Mads Mikkelsen, 51 ans le 22 novembre prochain, renoue avec sa fibre geek en enchaînant pour le compte de Disney un rôle de méchant chez Marvel et un autre plus nuancé, à découvrir dés le 14 décembre, dans Rogue One : A Star Wars Story. Interprète dans Dr Strange du très vilain magicien Kaecilius, l’ex-acteur fétiche de Nicolas Winding Refn, primé à Cannes pour le drame La Chasse, revendique son éclectisme et ne marcher qu’au coup de coeur. Le Danois au charme ensorceleur vient, en tout cas, de briser le nôtre, de coeur, en affirmant vouloir se mettre au vert ces prochains mois.

Le Point Pop : C’est étonnant de vous voir jouer les vilains de service chez Marvel. Qu’est-ce qui vous a convaincu ?

Mads Mikkelsen : À peu près tout ! Mais surtout le fait que Benedict joue le Dr Strange et le fait que Scott Derrickson m’ait pitché le film en prononçant les mots magiques « kung-fu volant »…  Comment refuser une telle offre ? Et j’adorais aussi l’idée de partir un mois dans un boot camp avant le tournage, à apprendre les mouvements de kung-fu, m’entraîner à sauter avec des câbles… Ce n’était pas si dur que ça, sauf qu’à 50 ans on se remet beaucoup plus lentement de ses bleus qu’à 20.


On a du mal à vous associer à l’univers de la pop culture.

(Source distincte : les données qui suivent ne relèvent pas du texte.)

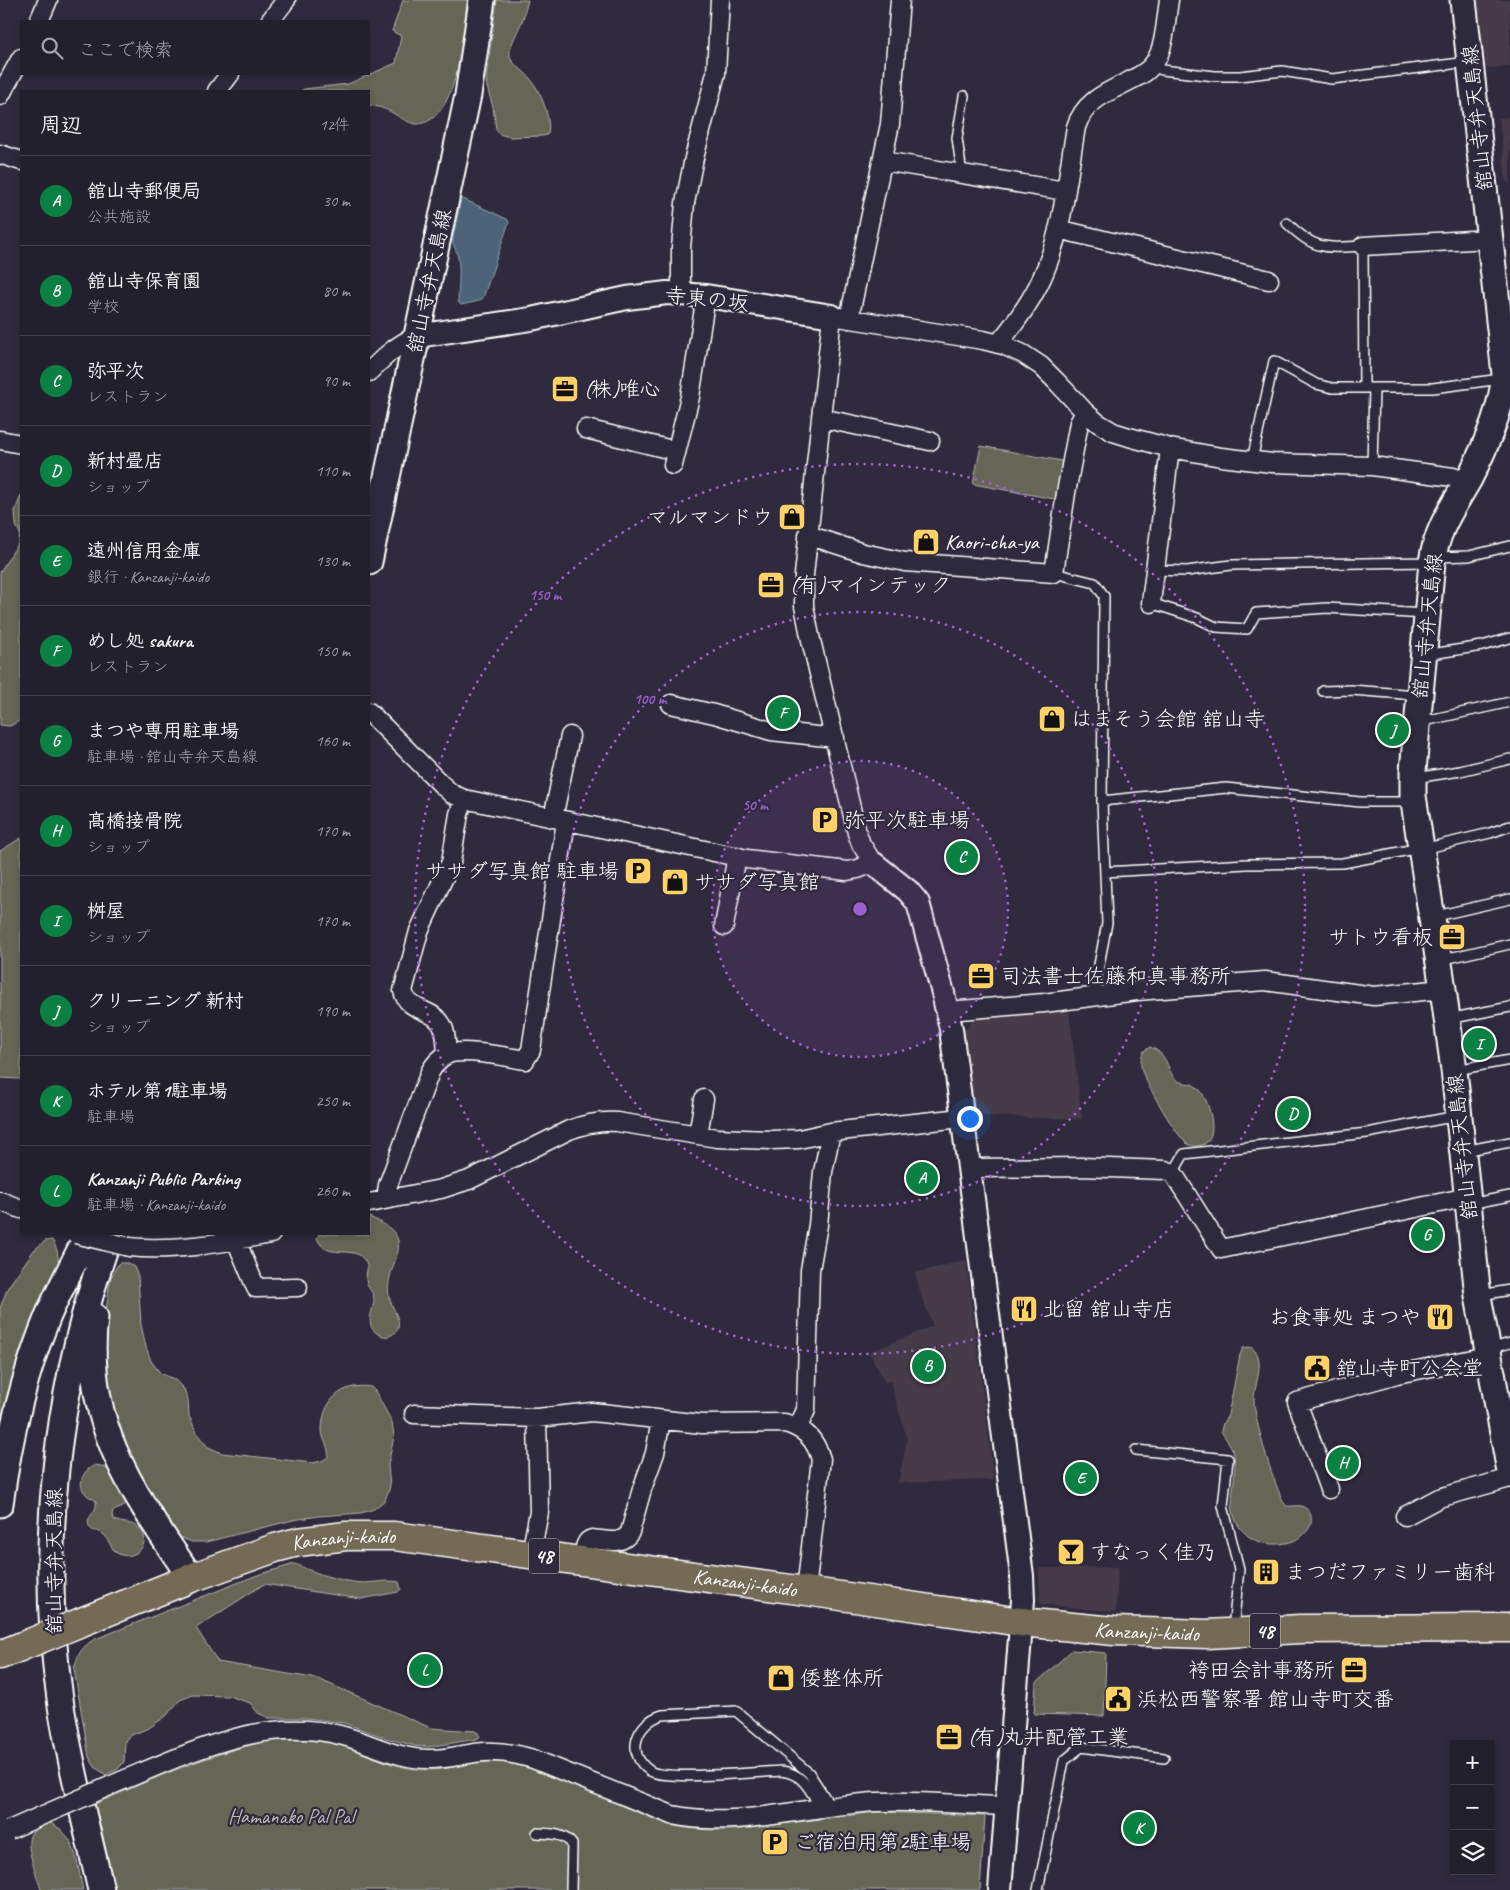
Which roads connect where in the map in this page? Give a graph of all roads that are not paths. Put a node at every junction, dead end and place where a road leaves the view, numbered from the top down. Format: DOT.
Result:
graph roads {
  1 [pos="48,0"];
  2 [pos="286,0"];
  3 [pos="482,0"];
  4 [pos="720,0"];
  5 [pos="900,0"];
  6 [pos="1169,0"];
  7 [pos="1463,0"];
  8 [pos="39,20"];
  9 [pos="271,20"];
  10 [pos="20,60"];
  11 [pos="1471,62"];
  12 [pos="1152,66"];
  13 [pos="229,75"];
  14 [pos="218,90"];
  15 [pos="0,96"];
  16 [pos="964,96"];
  17 [pos="0,154"];
  18 [pos="20,161"];
  19 [pos="883,161"];
  20 [pos="962,174"];
  21 [pos="1065,191"];
  22 [pos="1287,223"];
  23 [pos="1058,229"];
  24 [pos="1490,239"];
  25 [pos="1363,246"];
  26 [pos="1269,280"];
  27 [pos="681,293"];
  28 [pos="706,296"];
  29 [pos="841,317"];
  30 [pos="417,336"];
  31 [pos="998,344"];
  32 [pos="370,371"];
  33 [pos="1504,379"];
  34 [pos="1364,388"];
  35 [pos="1374,388"];
  36 [pos="1085,412"];
  37 [pos="821,418"];
  38 [pos="1503,420"];
  39 [pos="586,429"];
  40 [pos="0,440"];
  41 [pos="930,441"];
  42 [pos="20,444"];
  43 [pos="1170,448"];
  44 [pos="1252,460"];
  45 [pos="1372,466"];
  46 [pos="1467,482"];
  47 [pos="808,535"];
  48 [pos="1510,546"];
  49 [pos="370,557"];
  50 [pos="1433,560"];
  51 [pos="1155,570"];
  52 [pos="1054,572"];
  53 [pos="1151,603"];
  54 [pos="1428,614"];
  55 [pos="1510,638"];
  56 [pos="1424,655"];
  57 [pos="1323,692"];
  58 [pos="1420,695"];
  59 [pos="1510,702"];
  60 [pos="671,704"];
  61 [pos="370,713"];
  62 [pos="1417,723"];
  63 [pos="570,736"];
  64 [pos="834,738"];
  65 [pos="1510,759"];
  66 [pos="1413,790"];
  67 [pos="464,799"];
  68 [pos="1102,801"];
  69 [pos="559,820"];
  70 [pos="1510,826"];
  71 [pos="1420,848"];
  72 [pos="737,856"];
  73 [pos="873,863"];
  74 [pos="1105,872"];
  75 [pos="1510,900"];
  76 [pos="1432,918"];
  77 [pos="724,926"];
  78 [pos="1510,944"];
  79 [pos="1438,960"];
  80 [pos="1443,989"];
  81 [pos="1093,996"];
  82 [pos="1510,1007"];
  83 [pos="948,1011"];
  84 [pos="1447,1020"];
  85 [pos="447,1054"];
  86 [pos="1510,1060"];
  87 [pos="1454,1070"];
  88 [pos="704,1099"];
  89 [pos="1460,1115"];
  90 [pos="961,1118"];
  91 [pos="831,1132"];
  92 [pos="698,1135"];
  93 [pos="1510,1142"];
  94 [pos="1463,1151"];
  95 [pos="969,1168"];
  96 [pos="1173,1173"];
  97 [pos="1510,1196"];
  98 [pos="386,1199"];
  99 [pos="1468,1200"];
  100 [pos="0,1201"];
  101 [pos="370,1203"];
  102 [pos="20,1209"];
  103 [pos="83,1235"];
  104 [pos="88,1235"];
  105 [pos="264,1235"];
  106 [pos="120,1240"];
  107 [pos="236,1240"];
  108 [pos="102,1257"];
  109 [pos="298,1287"];
  110 [pos="1510,1290"];
  111 [pos="1478,1296"];
  112 [pos="1495,1349"];
  113 [pos="414,1414"];
  114 [pos="536,1418"];
  115 [pos="661,1420"];
  116 [pos="798,1427"];
  117 [pos="1136,1450"];
  118 [pos="1509,1465"];
  119 [pos="1329,1489"];
  120 [pos="0,1504"];
  121 [pos="1405,1516"];
  122 [pos="531,1554"];
  123 [pos="583,1561"];
  124 [pos="191,1578"];
  125 [pos="806,1591"];
  126 [pos="1021,1622"];
  127 [pos="1510,1628"];
  128 [pos="1233,1633"];
  129 [pos="10,1651"];
  130 [pos="1164,1758"];
  131 [pos="1007,1806"];
  132 [pos="826,1808"];
  133 [pos="4,1832"];
  134 [pos="537,1833"];
  135 [pos="101,1890"];
  136 [pos="571,1890"];
  137 [pos="1000,1890"];
  138 [pos="1038,1890"];
  1 -- 8 [label="street"];
  2 -- 9 [label="street"];
  3 -- 30 [label="main road, 舘山寺弁天島線"];
  4 -- 27 [label="street"];
  5 -- 19 [label="street"];
  6 -- 12 [label="street"];
  7 -- 11 [label="main road, 舘山寺弁天島線"];
  10 -- 15 [label="street"];
  11 -- 12 [label="lane"];
  11 -- 24 [label="main road, 舘山寺弁天島線"];
  12 -- 21 [label="street"];
  13 -- 14 [label="street"];
  16 -- 20 [label="lane"];
  17 -- 18 [label="street"];
  19 -- 20 [label="street"];
  19 -- 29 [label="street"];
  20 -- 21 [label="street"];
  21 -- 23 [label="street"];
  22 -- 25 [label="lane"];
  23 -- 26 [label="street"];
  23 -- 31 [label="street"];
  24 -- 25 [label="street"];
  24 -- 33 [label="main road, 舘山寺弁天島線"];
  25 -- 34 [label="lane"];
  27 -- 28 [label="street, 寺東の坂"];
  27 -- 30 [label="street, 寺東の坂"];
  28 -- 29 [label="street, 寺東の坂"];
  28 -- 39 [label="street"];
  29 -- 31 [label="street, 寺東の坂"];
  29 -- 37 [label="street"];
  30 -- 32 [label="street"];
  30 -- 49 [label="main road, 舘山寺弁天島線"];
  31 -- 36 [label="street, 寺東の坂"];
  33 -- 35 [label="lane"];
  33 -- 38 [label="main road, 舘山寺弁天島線"];
  34 -- 35 [label="lane"];
  34 -- 44 [label="lane"];
  35 -- 45 [label="lane"];
  36 -- 43 [label="street, 寺東の坂"];
  36 -- 52 [label="street"];
  37 -- 41 [label="street"];
  37 -- 47 [label="street"];
  38 -- 46 [label="main road, 舘山寺弁天島線"];
  40 -- 42 [label="street"];
  43 -- 44 [label="street, 寺東の坂"];
  43 -- 51 [label="street"];
  44 -- 45 [label="street, 寺東の坂"];
  45 -- 46 [label="street, 寺東の坂"];
  46 -- 50 [label="main road, 舘山寺弁天島線"];
  47 -- 52 [label="street"];
  47 -- 64 [label="street"];
  48 -- 50 [label="lane"];
  50 -- 51 [label="lane"];
  50 -- 54 [label="main road, 舘山寺弁天島線"];
  51 -- 53 [label="street"];
  52 -- 68 [label="lane"];
  53 -- 54 [label="lane"];
  54 -- 56 [label="main road, 舘山寺弁天島線"];
  55 -- 56 [label="lane"];
  56 -- 58 [label="main road, 舘山寺弁天島線"];
  57 -- 58 [label="lane"];
  58 -- 62 [label="main road, 舘山寺弁天島線"];
  59 -- 62 [label="lane"];
  60 -- 64 [label="street"];
  61 -- 67 [label="street"];
  62 -- 66 [label="main road, 舘山寺弁天島線"];
  63 -- 69 [label="street"];
  64 -- 73 [label="street"];
  65 -- 66 [label="lane"];
  66 -- 68 [label="lane"];
  66 -- 71 [label="main road, 舘山寺弁天島線"];
  67 -- 69 [label="street"];
  67 -- 85 [label="street"];
  68 -- 74 [label="lane"];
  69 -- 72 [label="street"];
  69 -- 85 [label="street"];
  70 -- 71 [label="lane"];
  71 -- 74 [label="lane"];
  71 -- 76 [label="main road, 舘山寺弁天島線"];
  72 -- 73 [label="street"];
  72 -- 77 [label="street"];
  73 -- 83 [label="street"];
  74 -- 81 [label="lane"];
  75 -- 76 [label="lane"];
  76 -- 79 [label="main road, 舘山寺弁天島線"];
  78 -- 79 [label="lane"];
  79 -- 80 [label="main road, 舘山寺弁天島線"];
  80 -- 81 [label="street"];
  80 -- 84 [label="main road, 舘山寺弁天島線"];
  81 -- 83 [label="street"];
  82 -- 84 [label="lane"];
  83 -- 90 [label="street"];
  84 -- 87 [label="main road, 舘山寺弁天島線"];
  85 -- 98 [label="street"];
  86 -- 87 [label="lane"];
  87 -- 89 [label="main road, 舘山寺弁天島線"];
  88 -- 92 [label="street"];
  89 -- 94 [label="main road, 舘山寺弁天島線"];
  89 -- 96 [label="lane"];
  90 -- 91 [label="street"];
  90 -- 95 [label="street"];
  91 -- 92 [label="street"];
  91 -- 116 [label="street"];
  92 -- 98 [label="street"];
  93 -- 94 [label="lane"];
  94 -- 99 [label="main road, 舘山寺弁天島線"];
  95 -- 96 [label="street"];
  95 -- 126 [label="street"];
  96 -- 99 [label="street"];
  97 -- 99 [label="lane"];
  98 -- 101 [label="street"];
  99 -- 111 [label="main road, 舘山寺弁天島線"];
  100 -- 102 [label="street"];
  103 -- 106 [label="street, bridge"];
  104 -- 120 [label="main road"];
  105 -- 107 [label="street"];
  106 -- 107 [label="street"];
  106 -- 108 [label="main road, 舘山寺弁天島線"];
  107 -- 109 [label="street"];
  108 -- 124 [label="main road"];
  108 -- 135 [label="main road, 舘山寺弁天島線"];
  110 -- 111 [label="lane"];
  111 -- 112 [label="main road, 舘山寺弁天島線"];
  112 -- 118 [label="main road, 舘山寺弁天島線"];
  112 -- 119 [label="street"];
  113 -- 114 [label="street"];
  114 -- 115 [label="street"];
  114 -- 122 [label="street"];
  115 -- 116 [label="street"];
  115 -- 123 [label="street"];
  116 -- 125 [label="street"];
  117 -- 128 [label="lane"];
  118 -- 121 [label="street"];
  122 -- 123 [label="main road, Kanzanji-kaido / 48"];
  122 -- 124 [label="main road, Kanzanji-kaido / 48"];
  123 -- 125 [label="main road, Kanzanji-kaido / 48"];
  124 -- 129 [label="main road, Kanzanji-kaido / 48, bridge"];
  125 -- 126 [label="main road, Kanzanji-kaido / 48"];
  126 -- 128 [label="main road, Kanzanji-kaido / 48"];
  126 -- 131 [label="street"];
  127 -- 128 [label="main road, Kanzanji-kaido / 48"];
  130 -- 138 [label="lane"];
  131 -- 132 [label="street"];
  131 -- 137 [label="street"];
  132 -- 132 [label="lane"];
  132 -- 133 [label="street, bridge"];
  134 -- 136 [label="lane"];
}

Ça doit être parce que je suis un acteur danois, on m’imagine plus branché par les films d’auteur, et pourtant, je vous assure que la pop culture occupait une grande place dans nos vies. Je lisais des comics, Spider-Man était mon héros préféré, j’adorais les Star Wars, j’étais un fan gigantesque de Bruce Lee et des films de kung-fu. Je lisais des BD de toutes sortes, américaines mais aussi françaises comme celles de Moebius, Tardi ou Hergé. J’ai même gardé ma collection de vieux comics et, jusqu’à mes 30 ans, j’achetais particulièrement les premiers numéros de comics anciens, je les ai toujours. Plus tard, quand les super-héros ont investi de plus en plus le cinéma, j’ai été ébloui, mais je n’aurais jamais imaginé être dans l’un d’entre eux.

On vous dit féru des biographies de Staline, d’Hitler, de Mao…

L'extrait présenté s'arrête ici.